WHAT YOU ARE ASKED TO DO:
Send back all of the records, each one exactly as written.
+++ DATA
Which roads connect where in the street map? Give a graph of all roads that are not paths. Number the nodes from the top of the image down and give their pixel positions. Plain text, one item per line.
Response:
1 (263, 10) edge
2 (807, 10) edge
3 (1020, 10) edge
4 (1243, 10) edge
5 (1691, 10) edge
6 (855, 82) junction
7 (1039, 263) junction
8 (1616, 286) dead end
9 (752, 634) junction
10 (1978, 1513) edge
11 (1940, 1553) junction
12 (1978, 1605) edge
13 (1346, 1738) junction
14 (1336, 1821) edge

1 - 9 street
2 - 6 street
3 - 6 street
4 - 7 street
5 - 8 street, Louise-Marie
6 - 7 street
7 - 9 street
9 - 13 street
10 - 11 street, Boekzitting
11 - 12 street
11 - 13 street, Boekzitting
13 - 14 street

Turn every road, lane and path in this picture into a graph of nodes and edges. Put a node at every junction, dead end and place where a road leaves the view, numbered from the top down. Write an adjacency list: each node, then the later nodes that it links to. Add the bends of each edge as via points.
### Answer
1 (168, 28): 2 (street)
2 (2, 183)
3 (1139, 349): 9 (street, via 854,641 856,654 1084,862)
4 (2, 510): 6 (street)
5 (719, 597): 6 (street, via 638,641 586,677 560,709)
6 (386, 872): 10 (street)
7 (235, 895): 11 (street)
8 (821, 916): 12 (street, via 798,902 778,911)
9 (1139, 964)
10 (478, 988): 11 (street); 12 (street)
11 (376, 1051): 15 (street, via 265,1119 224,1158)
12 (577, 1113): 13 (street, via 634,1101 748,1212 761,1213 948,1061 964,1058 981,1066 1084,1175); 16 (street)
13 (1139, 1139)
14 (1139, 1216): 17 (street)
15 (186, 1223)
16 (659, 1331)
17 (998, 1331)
++++++
EXERCISE RESPONSE:
Which roads connect where in the street map? Give a graph of all roads that are not paths. Number the nodes from the top of the image down and give their pixel positions. Plain text, one item per line.
Response:
1 (263, 10) edge
2 (807, 10) edge
3 (1020, 10) edge
4 (1243, 10) edge
5 (1691, 10) edge
6 (855, 82) junction
7 (1039, 263) junction
8 (1616, 286) dead end
9 (752, 634) junction
10 (1978, 1513) edge
11 (1940, 1553) junction
12 (1978, 1605) edge
13 (1346, 1738) junction
14 (1336, 1821) edge

1 - 9 street
2 - 6 street
3 - 6 street
4 - 7 street
5 - 8 street, Louise-Marie
6 - 7 street
7 - 9 street
9 - 13 street
10 - 11 street, Boekzitting
11 - 12 street
11 - 13 street, Boekzitting
13 - 14 street

Turn every road, lane and path in this picture into a graph of nodes and edges. Put a node at every junction, dead end and place where a road leaves the view, numbered from the top down. Write an adjacency list: each node, then the later nodes that it links to. Add the bends of each edge as via points.
### Answer
1 (168, 28): 2 (street)
2 (2, 183)
3 (1139, 349): 9 (street, via 854,641 856,654 1084,862)
4 (2, 510): 6 (street)
5 (719, 597): 6 (street, via 638,641 586,677 560,709)
6 (386, 872): 10 (street)
7 (235, 895): 11 (street)
8 (821, 916): 12 (street, via 798,902 778,911)
9 (1139, 964)
10 (478, 988): 11 (street); 12 (street)
11 (376, 1051): 15 (street, via 265,1119 224,1158)
12 (577, 1113): 13 (street, via 634,1101 748,1212 761,1213 948,1061 964,1058 981,1066 1084,1175); 16 (street)
13 (1139, 1139)
14 (1139, 1216): 17 (street)
15 (186, 1223)
16 (659, 1331)
17 (998, 1331)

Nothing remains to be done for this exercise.